また別のイミテーションが突撃してくる。息をつく間もなく、再びガンブレードを振るう。刃が敵の脆い装甲を引き裂こうとしたその瞬間、トリガーを引いた。
爆発した火薬の振動が刀身に伝わる。小刻みに震える刃は"いにしえの忌子"を易々と引き裂いた。
(まだいるのか)
随分と数の多い。舌打ちしながら左手に魔力を溜める。
「凍れっ」
迫ってきた"模倣の義士"目掛けて氷塊を打つ。そのままガンブレードを右に左に、舞うように閃かせた。奇妙な断末魔を上げながら、二、三体のイミテーションが消滅する。
一撃で倒れるような、脆弱なイミテーション達。一体なら何てことは無い。が、数十体が纏めて襲ってきたとあっては話が別だ。先程まで行動を共にしていたバッツ、ジタンとはあっさり引き離された。
目的はこちらの弱体化、なのだろう。この状況でエキスパートやアルティメットタイプが送られて来たらマズイ。
(…、使うしか無いのか?)
魔女の力は強大だ。雑魚なら簡単に全滅させられる。しかし、それだけの力を使えば自我を蝕まれる。破壊に愉悦を覚える獣に成り下がる。それは避けたい。
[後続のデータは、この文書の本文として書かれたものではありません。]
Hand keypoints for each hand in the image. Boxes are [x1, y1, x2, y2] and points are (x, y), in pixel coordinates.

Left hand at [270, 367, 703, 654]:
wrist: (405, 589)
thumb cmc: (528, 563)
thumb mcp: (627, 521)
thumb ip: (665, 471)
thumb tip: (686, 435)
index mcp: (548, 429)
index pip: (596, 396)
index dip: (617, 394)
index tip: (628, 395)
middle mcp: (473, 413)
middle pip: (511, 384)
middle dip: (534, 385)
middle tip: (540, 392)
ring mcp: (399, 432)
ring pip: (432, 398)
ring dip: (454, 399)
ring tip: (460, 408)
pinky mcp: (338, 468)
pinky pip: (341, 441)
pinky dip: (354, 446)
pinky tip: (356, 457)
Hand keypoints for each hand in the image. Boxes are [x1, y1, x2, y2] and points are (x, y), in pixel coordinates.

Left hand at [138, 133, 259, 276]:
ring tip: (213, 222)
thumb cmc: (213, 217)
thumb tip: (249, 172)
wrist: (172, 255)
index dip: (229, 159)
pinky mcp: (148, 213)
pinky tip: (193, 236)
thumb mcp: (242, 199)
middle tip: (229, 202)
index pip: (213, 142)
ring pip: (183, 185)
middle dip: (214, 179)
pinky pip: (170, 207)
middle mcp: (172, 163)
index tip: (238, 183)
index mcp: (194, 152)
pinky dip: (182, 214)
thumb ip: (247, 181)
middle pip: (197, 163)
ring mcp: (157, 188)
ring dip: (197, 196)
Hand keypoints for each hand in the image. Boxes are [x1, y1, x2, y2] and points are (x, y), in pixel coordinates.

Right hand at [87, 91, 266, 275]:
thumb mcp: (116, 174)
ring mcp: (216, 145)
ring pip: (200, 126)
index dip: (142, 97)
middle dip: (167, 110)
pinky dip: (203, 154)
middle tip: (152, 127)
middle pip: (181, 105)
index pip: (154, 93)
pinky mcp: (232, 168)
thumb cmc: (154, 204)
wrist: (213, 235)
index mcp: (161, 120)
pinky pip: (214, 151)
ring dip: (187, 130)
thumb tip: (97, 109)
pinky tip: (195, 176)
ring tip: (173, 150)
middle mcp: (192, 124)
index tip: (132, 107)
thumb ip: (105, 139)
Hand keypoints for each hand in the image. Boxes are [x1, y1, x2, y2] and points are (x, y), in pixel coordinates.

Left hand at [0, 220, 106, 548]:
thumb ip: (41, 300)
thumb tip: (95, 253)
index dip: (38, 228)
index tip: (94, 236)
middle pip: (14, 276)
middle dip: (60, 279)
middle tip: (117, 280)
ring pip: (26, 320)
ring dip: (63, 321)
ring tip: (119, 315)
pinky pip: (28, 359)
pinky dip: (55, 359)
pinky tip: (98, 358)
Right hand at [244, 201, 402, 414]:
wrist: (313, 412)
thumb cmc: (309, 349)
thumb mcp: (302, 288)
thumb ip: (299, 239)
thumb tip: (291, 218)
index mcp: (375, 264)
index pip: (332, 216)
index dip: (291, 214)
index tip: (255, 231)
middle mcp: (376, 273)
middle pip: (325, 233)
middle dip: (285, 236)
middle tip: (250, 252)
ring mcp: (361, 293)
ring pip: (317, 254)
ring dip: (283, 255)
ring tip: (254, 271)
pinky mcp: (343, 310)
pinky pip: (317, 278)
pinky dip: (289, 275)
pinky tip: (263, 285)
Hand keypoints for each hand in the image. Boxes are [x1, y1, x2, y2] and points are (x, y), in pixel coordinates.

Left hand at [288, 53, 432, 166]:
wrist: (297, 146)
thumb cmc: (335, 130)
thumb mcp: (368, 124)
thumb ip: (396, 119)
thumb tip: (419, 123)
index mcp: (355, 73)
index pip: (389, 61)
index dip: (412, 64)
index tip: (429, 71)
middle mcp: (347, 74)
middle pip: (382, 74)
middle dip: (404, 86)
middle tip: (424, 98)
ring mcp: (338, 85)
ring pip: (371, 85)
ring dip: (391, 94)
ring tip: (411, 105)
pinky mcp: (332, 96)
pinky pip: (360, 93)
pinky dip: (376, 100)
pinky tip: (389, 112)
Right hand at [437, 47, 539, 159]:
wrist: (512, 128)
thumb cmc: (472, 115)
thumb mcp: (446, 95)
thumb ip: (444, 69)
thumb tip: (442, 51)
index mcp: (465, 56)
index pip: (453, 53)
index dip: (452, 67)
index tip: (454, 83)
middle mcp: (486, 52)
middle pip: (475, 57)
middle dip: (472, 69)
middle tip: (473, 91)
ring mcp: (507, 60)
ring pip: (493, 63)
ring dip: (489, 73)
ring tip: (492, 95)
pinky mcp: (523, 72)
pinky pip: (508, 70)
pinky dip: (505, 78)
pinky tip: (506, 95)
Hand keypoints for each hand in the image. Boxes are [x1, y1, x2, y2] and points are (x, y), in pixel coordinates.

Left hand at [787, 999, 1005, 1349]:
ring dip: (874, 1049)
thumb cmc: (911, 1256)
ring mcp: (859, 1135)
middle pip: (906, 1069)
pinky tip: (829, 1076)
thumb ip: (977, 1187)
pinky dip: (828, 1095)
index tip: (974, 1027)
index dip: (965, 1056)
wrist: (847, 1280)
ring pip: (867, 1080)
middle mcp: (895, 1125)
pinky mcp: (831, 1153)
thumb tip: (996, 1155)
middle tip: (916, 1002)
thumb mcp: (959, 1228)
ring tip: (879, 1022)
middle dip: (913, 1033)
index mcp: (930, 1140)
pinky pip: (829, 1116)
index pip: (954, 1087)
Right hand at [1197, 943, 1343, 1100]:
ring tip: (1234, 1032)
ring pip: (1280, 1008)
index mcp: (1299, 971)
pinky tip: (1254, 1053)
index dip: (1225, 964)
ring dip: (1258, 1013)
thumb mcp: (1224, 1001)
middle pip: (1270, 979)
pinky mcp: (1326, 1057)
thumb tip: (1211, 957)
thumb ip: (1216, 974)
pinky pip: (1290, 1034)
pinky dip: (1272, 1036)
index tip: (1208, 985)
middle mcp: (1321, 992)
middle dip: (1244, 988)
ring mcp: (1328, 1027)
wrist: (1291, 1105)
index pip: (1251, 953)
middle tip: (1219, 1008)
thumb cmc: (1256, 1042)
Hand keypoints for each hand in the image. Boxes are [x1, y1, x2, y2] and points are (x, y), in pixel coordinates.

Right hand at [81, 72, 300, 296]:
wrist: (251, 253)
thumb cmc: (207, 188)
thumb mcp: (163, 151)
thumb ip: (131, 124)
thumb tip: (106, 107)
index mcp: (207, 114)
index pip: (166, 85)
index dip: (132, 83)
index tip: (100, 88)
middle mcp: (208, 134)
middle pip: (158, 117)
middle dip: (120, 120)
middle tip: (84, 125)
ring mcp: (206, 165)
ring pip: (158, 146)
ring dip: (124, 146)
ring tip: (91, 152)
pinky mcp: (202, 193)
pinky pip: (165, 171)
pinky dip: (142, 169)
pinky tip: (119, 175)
考えながら得物を一閃。"虚構の英雄"の胴を真っ二つに切り裂いた。消える側から飛び込んできた"うたかたの幻想"の拳を身を捻ってかわす。流れるまま、ガンブレードを突き出した。胸を貫かれた"うたかたの幻想"が塵も残さずに消える。
その間にも、別のイミテーションの攻撃が彼女に降り懸かる。
群れの隙間を縫うように飛んできた光弾が腹を掠る。更に、背後から突き出された槍が頬に赤いラインを描いた。
「くっ…」
このままではじり貧だ。
周囲を爆撃して、迫っていたイミテーション達を弾き飛ばす。更に簡易結界を張り巡らす。−攻撃魔法を唱えるだけの時間を確保した。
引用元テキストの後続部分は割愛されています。